15 août 2022

    Une retraite aux bénéfices des autres

    Charles Fontaine IJL – Réseau.Presse –Le Droit

    Même s’il a tenu une carrière d’océanographe, M. de Margerie a toujours démontré un grand intérêt pour la cuisine. Il a jumelé cette passion à son expérience en entrepreneuriat en environnement pour fonder, en 2019, l’organisme de bienfaisance Matière à réflexion.

    Au début, le projet était constitué d’un café ouvert le soir pour servir de la nourriture et accueillir les gens dans le besoin. L’endroit situé dans le quartier Carlington était aussi un lieu de rencontre entre voisins.

    Lorsque la pandémie est survenue, M. de Margerie et son équipe ont dû fermer le café, mais ils ont tout de suite débuté la production de repas pour les plus démunis. En un peu plus de deux ans d’opération, l’organisme a préparé près de 500 000 repas.

    Ces plats sont offerts gratuitement par l’entremise de partenaires et certains sont vendus à quiconque veut donner à Matière à réflexion.

    Sylvain de Margerie veut offrir de la nourriture aux gens qui n’ont pas les moyens de cuisiner. « La Banque alimentaire fait un très bon travail, mais elle ne donne pas de repas préparés. Les gens qui ne peuvent pas cuisiner se retrouvent le bec à l’eau. On complète ce que la banque alimentaire fait, en donnant des repas déjà préparés et en aidant ceux qui ne peuvent pas cuisiner. Ça inclut beaucoup d’aînés et des personnes handicapées », explique le Québécois qui vit à Ottawa depuis plus de 30 ans.

    Crédit : Simon Séguin-Bertrand, Le Droit

    Lalimentation avant tout

    Depuis son enfance, la nourriture a toujours été une valeur dans le cœur du retraité. « La bouffe, c’est important. Pour moi, le repas c’est un endroit où les gens se rassemblent en paix. »

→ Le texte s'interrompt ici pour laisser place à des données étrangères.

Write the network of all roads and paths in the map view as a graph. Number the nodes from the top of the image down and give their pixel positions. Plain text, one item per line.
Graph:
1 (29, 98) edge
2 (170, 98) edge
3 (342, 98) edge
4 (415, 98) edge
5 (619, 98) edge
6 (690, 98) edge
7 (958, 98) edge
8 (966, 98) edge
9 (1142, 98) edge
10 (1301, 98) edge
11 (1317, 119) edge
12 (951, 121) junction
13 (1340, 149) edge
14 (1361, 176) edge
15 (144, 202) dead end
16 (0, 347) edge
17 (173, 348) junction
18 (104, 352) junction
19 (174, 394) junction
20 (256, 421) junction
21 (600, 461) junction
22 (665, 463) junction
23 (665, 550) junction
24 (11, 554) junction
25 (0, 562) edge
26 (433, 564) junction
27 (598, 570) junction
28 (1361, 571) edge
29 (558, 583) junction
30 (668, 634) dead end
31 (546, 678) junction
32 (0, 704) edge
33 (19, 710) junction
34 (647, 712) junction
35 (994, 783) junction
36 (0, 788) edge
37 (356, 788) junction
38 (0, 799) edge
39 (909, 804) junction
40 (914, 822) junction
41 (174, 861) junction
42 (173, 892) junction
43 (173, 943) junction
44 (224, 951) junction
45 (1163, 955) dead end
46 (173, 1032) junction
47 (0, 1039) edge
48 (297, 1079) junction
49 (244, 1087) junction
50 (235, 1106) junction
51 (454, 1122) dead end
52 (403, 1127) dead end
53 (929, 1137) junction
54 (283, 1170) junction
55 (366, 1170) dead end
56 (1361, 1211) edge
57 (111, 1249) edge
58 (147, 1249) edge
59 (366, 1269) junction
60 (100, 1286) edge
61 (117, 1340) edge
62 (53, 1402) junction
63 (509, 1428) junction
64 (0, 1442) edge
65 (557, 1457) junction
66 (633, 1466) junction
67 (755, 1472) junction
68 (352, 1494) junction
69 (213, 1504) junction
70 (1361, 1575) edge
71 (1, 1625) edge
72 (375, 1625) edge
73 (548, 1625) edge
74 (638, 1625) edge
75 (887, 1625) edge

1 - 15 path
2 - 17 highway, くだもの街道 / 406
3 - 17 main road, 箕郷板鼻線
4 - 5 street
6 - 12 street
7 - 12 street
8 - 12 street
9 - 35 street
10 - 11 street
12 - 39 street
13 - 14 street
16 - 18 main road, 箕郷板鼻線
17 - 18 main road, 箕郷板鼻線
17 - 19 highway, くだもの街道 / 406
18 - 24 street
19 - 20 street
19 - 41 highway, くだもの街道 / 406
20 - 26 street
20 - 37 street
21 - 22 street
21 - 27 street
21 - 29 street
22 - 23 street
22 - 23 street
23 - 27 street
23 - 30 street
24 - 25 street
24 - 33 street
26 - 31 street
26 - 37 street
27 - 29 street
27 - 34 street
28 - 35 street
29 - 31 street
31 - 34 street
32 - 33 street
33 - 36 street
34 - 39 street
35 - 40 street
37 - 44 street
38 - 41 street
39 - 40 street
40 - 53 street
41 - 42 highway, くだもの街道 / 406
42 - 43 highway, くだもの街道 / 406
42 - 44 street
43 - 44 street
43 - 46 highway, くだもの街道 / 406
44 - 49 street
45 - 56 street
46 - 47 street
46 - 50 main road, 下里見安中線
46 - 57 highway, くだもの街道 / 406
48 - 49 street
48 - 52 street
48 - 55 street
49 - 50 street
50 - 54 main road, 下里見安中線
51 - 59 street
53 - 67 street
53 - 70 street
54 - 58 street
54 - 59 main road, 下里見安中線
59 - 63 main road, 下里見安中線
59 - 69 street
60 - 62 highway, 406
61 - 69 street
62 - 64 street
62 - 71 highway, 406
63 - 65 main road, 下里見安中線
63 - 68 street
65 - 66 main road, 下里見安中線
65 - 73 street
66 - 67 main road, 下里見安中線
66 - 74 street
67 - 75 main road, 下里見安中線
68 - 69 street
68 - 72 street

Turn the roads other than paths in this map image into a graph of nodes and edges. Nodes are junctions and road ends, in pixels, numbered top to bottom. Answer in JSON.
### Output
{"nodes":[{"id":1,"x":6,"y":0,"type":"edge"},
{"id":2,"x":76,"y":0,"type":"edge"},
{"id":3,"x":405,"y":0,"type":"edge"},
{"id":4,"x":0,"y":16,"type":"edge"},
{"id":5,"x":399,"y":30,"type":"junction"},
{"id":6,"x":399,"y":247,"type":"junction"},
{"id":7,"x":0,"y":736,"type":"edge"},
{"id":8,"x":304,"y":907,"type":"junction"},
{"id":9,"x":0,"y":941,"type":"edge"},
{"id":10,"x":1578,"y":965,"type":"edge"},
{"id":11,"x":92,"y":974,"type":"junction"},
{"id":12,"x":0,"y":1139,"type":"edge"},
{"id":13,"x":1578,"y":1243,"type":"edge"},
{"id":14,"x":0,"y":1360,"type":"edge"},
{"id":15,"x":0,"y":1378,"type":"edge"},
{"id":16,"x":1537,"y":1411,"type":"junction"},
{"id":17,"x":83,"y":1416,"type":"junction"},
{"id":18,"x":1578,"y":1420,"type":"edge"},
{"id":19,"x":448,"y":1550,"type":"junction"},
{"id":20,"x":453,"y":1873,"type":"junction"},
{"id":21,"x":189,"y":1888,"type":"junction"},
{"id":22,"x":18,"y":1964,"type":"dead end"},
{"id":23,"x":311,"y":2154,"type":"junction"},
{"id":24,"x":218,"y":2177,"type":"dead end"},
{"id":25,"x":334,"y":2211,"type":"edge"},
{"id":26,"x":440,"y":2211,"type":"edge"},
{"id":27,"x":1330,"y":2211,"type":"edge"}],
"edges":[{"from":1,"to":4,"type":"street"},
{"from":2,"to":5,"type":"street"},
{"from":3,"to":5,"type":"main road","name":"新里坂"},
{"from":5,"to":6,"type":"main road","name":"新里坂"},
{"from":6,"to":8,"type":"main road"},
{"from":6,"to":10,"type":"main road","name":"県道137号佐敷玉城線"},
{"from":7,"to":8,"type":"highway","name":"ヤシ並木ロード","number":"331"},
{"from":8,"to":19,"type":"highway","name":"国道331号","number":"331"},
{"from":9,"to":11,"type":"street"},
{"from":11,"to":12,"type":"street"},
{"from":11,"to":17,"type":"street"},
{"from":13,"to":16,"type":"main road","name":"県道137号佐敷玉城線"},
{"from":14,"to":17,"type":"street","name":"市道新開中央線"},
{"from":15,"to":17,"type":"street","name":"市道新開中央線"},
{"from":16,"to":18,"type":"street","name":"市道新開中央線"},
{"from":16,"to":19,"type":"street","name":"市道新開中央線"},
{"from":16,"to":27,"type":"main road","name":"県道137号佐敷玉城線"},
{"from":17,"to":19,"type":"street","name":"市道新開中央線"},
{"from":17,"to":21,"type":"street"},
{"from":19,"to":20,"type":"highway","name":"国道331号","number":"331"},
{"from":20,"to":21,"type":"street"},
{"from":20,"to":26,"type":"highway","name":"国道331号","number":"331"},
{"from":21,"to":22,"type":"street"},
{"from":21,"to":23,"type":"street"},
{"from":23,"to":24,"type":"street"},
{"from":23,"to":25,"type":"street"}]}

    « Au Canada, on a l’éducation et la santé gratuites, mais on ne garantit aucunement la bonne nutrition aux gens. On est le seul pays du G7 à ne pas avoir un programme universel de nutrition dans les écoles. Ça me choque », ajoute-t-il aux raisons de fonder son organisme.

    À Matière à réflexion, il peut compter sur des acolytes réputés, comme le chef Joe Thottungal, pour produire 1000 repas par jour.

    Avec sa femme qui siège au conseil d’administration, il est toujours enjoué de collaborer à aider les plus démunis. « Ma femme et moi sommes à la retraite et on n’a pas besoin de plus d’argent pour vivre. Alors, pourquoi ne pas donner de notre temps? On le fait simplement parce qu’on aime ça. »

    Perpétuer laide

    Sylvain de Margerie ne compte pas rouvrir le café qui a fait naître Matière à réflexion. Il souhaite plutôt aider d’autres organismes pour qu’ils agrandissent le mouvement. « On est passé de servir un quartier en particulier, à servir toute la ville d’Ottawa avec nos repas. Je voudrais mettre le café dans les mains d’autres organismes. On leur fournirait notre expérience, des outils, de l’encadrement, etc. On pourrait en ouvrir plusieurs comme ça, une vingtaine même. C’est vraiment nécessaire. »

    Le Prix du bâtisseur, remis par le maire de la Ville d’Ottawa, vise à rendre hommage aux services bénévoles et aux engagements envers la ville.

    « C’est un grand honneur de voir que les gens reconnaissent ce qu’on fait. Je dis ‘on’, parce que ce n’est vraiment pas juste moi, tiens à spécifier M. de Margerie. Je ne suis absolument pas le seul ici, j’ai une équipe du tonnerre. La plupart des membres du conseil d’administration sont aussi bénévoles à temps plein. »

    Sharen Armstrong est l’autre Ottavienne à avoir reçu cet honneur de la Ville mercredi dernier. Elle a entre autres donné de son temps à de nombreux organismes et elle a distribué des paniers alimentaires aux résidents des communautés rurales.